Train To Tend was created with input from state regulators and local law enforcement personnel, curriculum standards published by the Colorado Marijuana Enforcement Division, interviews with recreational marijuana store personnel (n=15), and usability testing of a prototype training with store personnel (n=19) in Colorado and Washington State. Of all the input from these various stakeholders, retail marijuana store personnel reported that comprehensive training in responsible sales practices was uncommon in the industry. Coupled with the DOJ objective of preventing youth access to marijuana, this finding demonstrated a need for RMV.

Once all stakeholder input was reviewed, Train To Tend was created, and the training ultimately contained five modules: state laws and regulations, ID checking, health effects of marijuana, customer service practices including recognizing intoxicated patrons, and rules of the trade.

In a randomized controlled trial, the training was tested using a random sample of state-licensed recreational marijuana stores (n=225) in Colorado, Oregon, and Washington State. One hundred twenty-five stores were randomly selected to receive Train To Tend, while the remaining 100 stores received the usual and customary training in their state. In total, 420 store employees completed Train To Tend in 2017 and 2018. Pre- and post-training surveys were administered to Train To Tend trainees to gauge their perceptions of self-efficacy toward RMV practices, as well as their ratings of usability for Train To Tend.
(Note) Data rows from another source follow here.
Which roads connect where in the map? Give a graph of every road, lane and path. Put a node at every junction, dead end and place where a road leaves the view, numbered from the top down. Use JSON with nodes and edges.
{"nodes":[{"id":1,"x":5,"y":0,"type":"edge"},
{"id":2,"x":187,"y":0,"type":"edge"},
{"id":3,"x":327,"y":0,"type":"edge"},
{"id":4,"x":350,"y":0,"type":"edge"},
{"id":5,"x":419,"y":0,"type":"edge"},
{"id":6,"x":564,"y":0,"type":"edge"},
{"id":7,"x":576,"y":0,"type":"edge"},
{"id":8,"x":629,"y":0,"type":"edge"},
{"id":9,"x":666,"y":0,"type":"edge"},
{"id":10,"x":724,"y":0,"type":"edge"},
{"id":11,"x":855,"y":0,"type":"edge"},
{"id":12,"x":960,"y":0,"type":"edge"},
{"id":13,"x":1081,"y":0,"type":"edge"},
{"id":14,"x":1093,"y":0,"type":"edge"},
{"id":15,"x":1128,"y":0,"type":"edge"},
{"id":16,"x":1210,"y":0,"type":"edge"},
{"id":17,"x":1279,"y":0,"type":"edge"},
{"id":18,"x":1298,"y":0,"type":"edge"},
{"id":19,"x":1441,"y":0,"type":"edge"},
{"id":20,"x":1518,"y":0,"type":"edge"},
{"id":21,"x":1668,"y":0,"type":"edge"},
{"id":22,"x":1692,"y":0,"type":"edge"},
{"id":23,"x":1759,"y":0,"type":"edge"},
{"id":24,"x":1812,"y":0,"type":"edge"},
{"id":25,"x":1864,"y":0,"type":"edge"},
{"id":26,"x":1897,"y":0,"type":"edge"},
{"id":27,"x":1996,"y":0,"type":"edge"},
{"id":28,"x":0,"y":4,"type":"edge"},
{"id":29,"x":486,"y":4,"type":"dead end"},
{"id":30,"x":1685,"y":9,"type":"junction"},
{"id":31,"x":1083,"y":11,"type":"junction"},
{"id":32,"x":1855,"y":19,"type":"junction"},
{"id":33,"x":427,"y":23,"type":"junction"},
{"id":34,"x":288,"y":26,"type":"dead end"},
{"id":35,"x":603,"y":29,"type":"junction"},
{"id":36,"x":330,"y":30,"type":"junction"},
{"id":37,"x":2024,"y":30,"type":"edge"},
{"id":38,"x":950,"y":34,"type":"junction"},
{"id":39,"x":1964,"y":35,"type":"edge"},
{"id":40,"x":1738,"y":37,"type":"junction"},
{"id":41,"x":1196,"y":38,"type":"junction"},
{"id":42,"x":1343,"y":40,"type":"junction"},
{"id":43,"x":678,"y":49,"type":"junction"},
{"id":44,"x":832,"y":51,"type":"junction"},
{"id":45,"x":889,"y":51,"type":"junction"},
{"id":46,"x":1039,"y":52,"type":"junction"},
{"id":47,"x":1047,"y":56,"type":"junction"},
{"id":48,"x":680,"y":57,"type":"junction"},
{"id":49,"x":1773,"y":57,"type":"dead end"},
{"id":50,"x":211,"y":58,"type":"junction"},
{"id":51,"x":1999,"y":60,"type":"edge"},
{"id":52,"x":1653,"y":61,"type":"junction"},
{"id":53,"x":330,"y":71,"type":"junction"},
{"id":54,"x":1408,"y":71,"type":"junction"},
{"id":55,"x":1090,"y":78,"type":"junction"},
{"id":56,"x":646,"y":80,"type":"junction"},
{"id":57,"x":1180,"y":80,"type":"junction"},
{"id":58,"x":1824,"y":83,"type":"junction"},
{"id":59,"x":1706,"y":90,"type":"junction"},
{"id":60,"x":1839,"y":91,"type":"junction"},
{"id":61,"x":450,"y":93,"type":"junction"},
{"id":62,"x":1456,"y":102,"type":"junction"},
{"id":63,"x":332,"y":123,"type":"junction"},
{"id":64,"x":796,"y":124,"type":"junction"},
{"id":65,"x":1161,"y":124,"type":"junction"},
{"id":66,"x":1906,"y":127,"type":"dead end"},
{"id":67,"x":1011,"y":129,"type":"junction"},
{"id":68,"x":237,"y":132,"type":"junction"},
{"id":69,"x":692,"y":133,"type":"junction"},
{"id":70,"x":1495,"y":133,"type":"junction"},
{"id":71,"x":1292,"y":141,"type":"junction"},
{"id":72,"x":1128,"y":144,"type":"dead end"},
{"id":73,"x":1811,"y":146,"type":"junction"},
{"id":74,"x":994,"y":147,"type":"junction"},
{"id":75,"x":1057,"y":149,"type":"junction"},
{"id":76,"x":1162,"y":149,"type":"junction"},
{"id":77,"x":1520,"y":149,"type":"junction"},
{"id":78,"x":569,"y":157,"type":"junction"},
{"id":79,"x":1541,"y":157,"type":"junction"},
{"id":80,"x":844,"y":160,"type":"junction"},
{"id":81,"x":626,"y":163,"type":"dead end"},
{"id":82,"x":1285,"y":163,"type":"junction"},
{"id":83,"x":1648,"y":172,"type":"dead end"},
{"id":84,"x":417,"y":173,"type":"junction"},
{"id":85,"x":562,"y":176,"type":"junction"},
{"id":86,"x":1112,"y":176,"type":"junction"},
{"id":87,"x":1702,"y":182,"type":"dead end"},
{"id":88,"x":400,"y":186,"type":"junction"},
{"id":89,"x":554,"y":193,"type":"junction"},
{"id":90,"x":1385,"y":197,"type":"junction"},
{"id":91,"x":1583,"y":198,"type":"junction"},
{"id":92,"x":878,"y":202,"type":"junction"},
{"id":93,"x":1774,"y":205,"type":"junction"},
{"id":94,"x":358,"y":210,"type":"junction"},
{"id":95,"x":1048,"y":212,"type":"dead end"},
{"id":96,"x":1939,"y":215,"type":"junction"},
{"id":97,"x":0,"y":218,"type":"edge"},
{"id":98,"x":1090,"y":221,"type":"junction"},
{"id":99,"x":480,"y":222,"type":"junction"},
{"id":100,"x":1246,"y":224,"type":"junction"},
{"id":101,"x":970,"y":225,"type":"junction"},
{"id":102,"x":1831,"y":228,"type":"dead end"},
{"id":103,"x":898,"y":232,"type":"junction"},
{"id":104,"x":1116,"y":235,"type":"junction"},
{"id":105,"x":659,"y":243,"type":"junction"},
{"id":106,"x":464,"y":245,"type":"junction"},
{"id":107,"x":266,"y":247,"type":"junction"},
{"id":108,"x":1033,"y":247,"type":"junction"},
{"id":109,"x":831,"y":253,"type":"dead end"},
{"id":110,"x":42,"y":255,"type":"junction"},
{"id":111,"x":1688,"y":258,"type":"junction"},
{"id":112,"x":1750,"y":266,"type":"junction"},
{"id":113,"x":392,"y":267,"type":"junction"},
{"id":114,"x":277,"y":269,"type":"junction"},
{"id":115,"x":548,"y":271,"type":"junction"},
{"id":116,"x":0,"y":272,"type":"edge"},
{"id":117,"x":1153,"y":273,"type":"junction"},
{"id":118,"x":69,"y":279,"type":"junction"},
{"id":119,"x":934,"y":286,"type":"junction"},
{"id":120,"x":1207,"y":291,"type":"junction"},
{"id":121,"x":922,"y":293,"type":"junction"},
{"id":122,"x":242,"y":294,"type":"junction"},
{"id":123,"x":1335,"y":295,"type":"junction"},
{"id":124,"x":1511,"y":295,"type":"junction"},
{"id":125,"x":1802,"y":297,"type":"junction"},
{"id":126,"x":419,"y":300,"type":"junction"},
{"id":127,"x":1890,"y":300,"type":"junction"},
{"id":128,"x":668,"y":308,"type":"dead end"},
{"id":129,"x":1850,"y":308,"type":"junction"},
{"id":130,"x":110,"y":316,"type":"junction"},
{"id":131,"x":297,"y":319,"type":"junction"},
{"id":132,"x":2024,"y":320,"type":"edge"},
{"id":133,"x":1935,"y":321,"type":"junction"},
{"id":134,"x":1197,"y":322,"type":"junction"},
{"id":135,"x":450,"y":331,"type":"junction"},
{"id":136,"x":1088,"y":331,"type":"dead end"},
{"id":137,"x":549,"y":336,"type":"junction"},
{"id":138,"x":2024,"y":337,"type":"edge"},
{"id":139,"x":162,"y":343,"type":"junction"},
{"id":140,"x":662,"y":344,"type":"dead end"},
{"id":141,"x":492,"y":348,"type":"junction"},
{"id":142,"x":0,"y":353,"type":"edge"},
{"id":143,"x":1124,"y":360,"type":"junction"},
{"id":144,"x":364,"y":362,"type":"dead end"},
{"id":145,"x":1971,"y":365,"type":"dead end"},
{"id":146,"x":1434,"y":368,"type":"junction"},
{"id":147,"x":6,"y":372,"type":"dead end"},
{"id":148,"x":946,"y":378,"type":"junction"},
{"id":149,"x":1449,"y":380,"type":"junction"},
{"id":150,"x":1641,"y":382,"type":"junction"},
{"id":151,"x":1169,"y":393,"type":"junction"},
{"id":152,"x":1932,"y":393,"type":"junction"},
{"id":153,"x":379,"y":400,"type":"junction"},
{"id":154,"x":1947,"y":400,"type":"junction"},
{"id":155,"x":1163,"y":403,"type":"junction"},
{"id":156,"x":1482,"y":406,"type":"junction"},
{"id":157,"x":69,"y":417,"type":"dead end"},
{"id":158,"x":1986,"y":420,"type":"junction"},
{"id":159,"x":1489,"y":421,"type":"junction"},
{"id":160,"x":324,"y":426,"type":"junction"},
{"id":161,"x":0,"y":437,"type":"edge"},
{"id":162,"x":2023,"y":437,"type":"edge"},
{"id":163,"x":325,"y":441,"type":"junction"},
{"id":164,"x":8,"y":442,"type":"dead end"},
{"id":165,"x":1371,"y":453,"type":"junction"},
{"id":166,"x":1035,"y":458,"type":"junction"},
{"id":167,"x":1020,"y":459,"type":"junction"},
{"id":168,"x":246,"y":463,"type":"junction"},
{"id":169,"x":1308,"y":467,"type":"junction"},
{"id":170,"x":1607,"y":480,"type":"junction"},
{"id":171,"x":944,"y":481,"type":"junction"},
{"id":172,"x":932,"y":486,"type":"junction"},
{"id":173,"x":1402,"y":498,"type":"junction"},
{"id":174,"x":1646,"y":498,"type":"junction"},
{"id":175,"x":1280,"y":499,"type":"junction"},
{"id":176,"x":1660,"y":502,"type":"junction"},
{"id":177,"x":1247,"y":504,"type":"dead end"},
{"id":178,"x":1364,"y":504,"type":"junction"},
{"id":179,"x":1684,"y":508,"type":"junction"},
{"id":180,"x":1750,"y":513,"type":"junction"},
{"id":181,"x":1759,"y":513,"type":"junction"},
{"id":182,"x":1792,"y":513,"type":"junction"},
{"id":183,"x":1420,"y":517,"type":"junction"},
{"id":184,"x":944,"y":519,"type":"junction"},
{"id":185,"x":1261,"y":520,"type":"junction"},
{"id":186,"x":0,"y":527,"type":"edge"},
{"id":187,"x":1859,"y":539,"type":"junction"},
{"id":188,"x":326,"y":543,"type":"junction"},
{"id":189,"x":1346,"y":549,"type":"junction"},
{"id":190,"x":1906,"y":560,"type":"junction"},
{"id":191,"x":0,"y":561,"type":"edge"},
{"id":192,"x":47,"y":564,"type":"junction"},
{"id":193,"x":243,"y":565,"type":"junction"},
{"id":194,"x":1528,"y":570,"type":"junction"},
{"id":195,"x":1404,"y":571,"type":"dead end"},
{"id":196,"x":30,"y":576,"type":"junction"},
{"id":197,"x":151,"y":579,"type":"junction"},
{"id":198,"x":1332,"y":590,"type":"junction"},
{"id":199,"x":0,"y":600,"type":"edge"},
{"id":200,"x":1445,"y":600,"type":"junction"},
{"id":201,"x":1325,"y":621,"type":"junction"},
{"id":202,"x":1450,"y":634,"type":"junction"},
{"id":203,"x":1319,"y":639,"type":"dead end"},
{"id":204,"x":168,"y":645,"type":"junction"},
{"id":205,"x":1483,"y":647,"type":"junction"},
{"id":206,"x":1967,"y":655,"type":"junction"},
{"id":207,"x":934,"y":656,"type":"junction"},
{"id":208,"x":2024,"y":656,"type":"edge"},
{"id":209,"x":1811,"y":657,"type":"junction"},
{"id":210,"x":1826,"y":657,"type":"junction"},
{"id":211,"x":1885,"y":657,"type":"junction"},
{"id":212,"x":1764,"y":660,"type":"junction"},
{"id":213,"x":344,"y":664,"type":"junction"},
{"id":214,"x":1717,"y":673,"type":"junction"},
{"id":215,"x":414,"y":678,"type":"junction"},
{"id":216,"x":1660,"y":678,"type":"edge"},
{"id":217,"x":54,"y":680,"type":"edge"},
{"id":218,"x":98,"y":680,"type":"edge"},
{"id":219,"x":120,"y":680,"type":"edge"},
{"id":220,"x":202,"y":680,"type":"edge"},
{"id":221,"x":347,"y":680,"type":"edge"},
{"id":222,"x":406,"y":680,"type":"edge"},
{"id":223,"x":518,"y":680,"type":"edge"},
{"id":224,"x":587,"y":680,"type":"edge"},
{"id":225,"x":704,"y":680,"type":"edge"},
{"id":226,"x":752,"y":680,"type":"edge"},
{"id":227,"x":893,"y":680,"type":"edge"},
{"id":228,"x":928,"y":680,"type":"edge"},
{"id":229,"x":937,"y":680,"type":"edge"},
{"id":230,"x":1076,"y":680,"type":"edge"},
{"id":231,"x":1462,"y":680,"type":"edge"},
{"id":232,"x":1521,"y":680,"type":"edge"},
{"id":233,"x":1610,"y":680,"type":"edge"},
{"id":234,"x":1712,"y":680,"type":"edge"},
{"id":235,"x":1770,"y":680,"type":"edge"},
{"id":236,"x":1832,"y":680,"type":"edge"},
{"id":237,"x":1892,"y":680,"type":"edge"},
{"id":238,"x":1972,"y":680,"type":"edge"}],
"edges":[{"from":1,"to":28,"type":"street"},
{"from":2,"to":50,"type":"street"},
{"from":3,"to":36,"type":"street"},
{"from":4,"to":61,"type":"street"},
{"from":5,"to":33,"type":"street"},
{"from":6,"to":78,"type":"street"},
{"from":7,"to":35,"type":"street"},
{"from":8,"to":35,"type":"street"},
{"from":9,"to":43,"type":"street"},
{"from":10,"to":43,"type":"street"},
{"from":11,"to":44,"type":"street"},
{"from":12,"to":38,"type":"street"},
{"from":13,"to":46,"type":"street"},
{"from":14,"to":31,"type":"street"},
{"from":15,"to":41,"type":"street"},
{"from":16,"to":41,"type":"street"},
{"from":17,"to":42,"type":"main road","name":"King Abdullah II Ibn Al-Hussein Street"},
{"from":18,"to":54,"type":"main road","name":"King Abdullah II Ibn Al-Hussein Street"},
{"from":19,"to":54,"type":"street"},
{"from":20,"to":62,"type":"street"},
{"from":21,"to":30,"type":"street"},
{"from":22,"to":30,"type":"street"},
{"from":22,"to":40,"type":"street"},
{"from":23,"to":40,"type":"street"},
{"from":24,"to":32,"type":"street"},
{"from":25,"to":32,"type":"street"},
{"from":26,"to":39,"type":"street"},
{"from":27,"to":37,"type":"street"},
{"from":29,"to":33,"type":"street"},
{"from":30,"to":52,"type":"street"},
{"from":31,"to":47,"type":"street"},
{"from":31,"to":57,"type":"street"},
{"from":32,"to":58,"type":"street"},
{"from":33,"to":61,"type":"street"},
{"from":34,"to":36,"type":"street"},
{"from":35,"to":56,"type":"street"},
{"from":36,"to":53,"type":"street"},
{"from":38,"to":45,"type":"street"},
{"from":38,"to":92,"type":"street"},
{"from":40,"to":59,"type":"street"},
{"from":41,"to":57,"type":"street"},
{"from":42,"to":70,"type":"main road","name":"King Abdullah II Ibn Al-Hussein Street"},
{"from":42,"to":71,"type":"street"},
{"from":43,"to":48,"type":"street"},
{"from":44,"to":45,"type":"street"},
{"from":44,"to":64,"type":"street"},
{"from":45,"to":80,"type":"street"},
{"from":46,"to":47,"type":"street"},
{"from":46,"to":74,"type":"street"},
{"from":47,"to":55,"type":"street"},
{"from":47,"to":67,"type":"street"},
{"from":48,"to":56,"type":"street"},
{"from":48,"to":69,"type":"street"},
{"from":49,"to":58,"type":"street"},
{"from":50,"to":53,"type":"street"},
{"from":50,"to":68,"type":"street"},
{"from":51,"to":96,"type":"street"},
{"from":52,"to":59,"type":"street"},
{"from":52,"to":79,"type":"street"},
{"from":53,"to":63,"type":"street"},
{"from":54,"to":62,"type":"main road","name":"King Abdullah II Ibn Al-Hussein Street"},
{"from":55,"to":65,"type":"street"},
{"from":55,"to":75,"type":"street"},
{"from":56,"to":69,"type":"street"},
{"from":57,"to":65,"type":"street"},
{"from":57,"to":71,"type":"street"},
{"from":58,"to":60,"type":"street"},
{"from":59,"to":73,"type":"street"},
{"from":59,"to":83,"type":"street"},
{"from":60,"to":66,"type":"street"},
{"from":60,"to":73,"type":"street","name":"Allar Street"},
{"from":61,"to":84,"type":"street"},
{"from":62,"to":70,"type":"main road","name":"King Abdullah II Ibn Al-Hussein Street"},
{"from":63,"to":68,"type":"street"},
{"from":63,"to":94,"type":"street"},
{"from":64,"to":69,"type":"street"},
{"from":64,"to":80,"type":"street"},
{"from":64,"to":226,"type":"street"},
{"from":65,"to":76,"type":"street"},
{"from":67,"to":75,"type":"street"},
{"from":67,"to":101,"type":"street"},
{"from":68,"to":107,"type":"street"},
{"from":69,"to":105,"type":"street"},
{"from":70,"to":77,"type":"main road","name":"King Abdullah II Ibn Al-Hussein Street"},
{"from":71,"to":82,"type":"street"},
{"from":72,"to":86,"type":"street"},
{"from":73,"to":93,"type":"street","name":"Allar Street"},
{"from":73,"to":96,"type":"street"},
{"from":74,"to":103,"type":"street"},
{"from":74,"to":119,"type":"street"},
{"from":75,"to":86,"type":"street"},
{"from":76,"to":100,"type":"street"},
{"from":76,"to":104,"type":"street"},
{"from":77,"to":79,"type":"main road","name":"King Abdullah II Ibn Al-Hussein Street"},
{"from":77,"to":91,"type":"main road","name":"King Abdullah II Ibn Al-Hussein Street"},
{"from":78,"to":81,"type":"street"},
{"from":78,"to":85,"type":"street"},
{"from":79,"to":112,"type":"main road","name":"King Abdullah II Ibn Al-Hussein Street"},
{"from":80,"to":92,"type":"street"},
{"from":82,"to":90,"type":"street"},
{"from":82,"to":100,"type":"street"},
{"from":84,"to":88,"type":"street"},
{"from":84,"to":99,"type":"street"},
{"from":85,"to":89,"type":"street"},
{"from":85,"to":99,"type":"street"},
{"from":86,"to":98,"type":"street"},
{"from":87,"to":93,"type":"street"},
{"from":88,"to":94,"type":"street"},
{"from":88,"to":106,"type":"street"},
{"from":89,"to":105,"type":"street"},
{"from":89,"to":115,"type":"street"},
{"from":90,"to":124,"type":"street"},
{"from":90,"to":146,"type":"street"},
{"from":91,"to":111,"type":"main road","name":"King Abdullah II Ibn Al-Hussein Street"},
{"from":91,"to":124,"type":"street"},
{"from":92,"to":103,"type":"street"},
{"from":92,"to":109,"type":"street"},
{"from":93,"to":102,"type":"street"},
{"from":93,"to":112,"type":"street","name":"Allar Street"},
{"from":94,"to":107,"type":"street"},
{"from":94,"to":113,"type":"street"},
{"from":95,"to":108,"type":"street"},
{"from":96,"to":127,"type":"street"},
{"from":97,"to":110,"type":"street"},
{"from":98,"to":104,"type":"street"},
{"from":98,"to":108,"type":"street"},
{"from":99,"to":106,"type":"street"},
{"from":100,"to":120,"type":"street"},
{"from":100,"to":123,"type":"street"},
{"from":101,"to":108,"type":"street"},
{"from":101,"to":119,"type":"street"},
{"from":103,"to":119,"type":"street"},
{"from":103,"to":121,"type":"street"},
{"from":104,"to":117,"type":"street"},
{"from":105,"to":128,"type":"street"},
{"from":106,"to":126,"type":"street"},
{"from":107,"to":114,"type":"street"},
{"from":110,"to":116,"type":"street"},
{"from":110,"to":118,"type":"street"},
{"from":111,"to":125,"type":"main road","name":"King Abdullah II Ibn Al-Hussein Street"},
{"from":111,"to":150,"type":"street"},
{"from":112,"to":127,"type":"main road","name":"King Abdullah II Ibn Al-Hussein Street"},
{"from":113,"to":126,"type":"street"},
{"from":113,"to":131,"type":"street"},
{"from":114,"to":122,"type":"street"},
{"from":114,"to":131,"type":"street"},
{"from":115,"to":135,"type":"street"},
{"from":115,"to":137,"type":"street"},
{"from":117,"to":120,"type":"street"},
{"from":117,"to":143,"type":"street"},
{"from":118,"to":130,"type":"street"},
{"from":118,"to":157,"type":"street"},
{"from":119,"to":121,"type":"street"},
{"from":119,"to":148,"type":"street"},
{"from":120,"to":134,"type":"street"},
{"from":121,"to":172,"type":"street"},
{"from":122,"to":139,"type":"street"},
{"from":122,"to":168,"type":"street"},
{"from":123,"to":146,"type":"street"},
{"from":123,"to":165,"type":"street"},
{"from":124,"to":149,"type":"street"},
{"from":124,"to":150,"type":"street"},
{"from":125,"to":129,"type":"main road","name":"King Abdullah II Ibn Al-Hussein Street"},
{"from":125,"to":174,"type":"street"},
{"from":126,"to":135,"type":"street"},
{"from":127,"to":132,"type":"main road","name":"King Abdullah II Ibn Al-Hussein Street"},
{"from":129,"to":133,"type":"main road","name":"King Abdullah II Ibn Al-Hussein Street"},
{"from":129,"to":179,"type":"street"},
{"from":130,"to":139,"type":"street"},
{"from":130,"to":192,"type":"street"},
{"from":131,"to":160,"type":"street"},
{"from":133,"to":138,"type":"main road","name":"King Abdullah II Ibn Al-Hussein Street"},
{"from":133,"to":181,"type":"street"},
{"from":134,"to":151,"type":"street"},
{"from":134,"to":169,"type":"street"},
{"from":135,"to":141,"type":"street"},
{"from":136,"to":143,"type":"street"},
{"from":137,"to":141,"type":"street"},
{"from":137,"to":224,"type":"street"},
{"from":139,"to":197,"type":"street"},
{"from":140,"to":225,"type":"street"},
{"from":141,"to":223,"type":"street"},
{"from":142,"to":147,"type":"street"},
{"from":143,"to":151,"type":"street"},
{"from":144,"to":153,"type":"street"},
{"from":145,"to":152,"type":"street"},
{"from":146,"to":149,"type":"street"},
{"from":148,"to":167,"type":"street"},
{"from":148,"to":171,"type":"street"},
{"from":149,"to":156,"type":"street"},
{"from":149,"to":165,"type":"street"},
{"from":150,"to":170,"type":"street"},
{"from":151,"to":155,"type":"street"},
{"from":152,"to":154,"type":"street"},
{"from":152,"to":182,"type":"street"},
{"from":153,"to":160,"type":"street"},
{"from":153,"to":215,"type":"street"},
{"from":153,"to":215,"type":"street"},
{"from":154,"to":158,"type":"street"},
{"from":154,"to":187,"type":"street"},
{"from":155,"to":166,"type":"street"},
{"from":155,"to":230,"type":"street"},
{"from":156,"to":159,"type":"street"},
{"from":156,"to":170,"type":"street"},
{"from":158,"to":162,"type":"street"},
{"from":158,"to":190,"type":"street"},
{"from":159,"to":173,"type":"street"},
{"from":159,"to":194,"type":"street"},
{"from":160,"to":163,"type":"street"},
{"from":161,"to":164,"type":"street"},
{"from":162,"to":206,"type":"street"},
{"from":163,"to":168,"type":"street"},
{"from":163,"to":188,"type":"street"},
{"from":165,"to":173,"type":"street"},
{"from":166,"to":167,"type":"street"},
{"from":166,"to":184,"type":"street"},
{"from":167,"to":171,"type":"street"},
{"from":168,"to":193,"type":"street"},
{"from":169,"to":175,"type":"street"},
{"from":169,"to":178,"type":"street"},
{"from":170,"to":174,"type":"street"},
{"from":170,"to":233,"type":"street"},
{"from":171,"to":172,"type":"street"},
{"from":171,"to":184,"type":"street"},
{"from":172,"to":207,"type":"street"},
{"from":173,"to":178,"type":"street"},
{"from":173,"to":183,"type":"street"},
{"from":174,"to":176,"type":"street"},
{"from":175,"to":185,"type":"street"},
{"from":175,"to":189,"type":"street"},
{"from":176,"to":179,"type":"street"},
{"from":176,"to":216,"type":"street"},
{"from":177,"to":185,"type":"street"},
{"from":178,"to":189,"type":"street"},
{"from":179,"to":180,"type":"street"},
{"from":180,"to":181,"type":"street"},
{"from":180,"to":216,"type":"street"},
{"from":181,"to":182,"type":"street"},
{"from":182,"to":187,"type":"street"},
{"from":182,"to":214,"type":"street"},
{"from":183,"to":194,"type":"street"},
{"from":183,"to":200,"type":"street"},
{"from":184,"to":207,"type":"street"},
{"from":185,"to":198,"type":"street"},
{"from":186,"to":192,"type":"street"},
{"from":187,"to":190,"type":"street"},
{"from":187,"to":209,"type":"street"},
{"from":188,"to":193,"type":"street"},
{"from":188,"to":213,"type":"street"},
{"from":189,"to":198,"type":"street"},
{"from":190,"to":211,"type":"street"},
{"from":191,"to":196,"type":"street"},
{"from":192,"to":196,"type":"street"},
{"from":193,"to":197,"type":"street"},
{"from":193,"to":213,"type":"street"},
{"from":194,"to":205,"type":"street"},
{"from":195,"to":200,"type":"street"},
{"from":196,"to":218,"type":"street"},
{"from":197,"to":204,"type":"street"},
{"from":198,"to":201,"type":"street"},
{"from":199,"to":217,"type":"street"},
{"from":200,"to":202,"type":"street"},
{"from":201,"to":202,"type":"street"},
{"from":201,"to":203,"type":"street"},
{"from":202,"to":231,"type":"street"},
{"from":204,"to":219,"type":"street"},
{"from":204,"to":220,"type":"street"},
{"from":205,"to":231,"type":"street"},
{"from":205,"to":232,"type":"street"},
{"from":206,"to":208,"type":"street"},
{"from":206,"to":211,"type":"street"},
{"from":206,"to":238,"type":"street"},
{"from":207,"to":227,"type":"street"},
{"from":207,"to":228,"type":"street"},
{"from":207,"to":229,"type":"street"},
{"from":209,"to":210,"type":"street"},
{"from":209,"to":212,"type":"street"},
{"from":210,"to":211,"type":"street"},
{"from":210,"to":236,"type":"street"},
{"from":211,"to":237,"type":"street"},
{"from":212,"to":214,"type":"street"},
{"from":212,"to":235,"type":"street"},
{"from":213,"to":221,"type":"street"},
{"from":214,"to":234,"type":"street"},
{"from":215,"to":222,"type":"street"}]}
Results revealed that the training improved trainees’ ability to check IDs, use their state’s inventory tracking system, and spot intoxicated customers. Also, most trainees felt very confident using the training, rated the training as user-friendly, and thought that the information and skills learned in the training would help keep their communities safe.

Overall, trainees’ improvement in confidence to engage in responsible sales practices, as well as the high levels of usability for Train To Tend they reported, suggests that programs like Train To Tend are feasible and potentially effective at training staff in recreational marijuana markets. In addition, this randomized-controlled trial provides a solid foundation upon which future research into RMV trainings can be built. This type of research is imperative to ensure the safety of customers that live in early-adopting recreational marijuana markets like Colorado, Oregon, and Washington State. By conducting research like this when recreational marijuana legalization is in its early stages, many unforeseen problems can be mitigated before they grow too large, and ultimately the public can be kept safer.

This research was funded by a grant from the National Institute on Drug Abuse at the National Institutes of Health (DA038933; Dr. David Buller, Principal Investigator). Coauthors include Dr. Gill Woodall, Mr. Andy Grayson, and Ms. Mary Buller from KB, and Dr. Robert Saltz from the Pacific Institute for Research and Evaluation.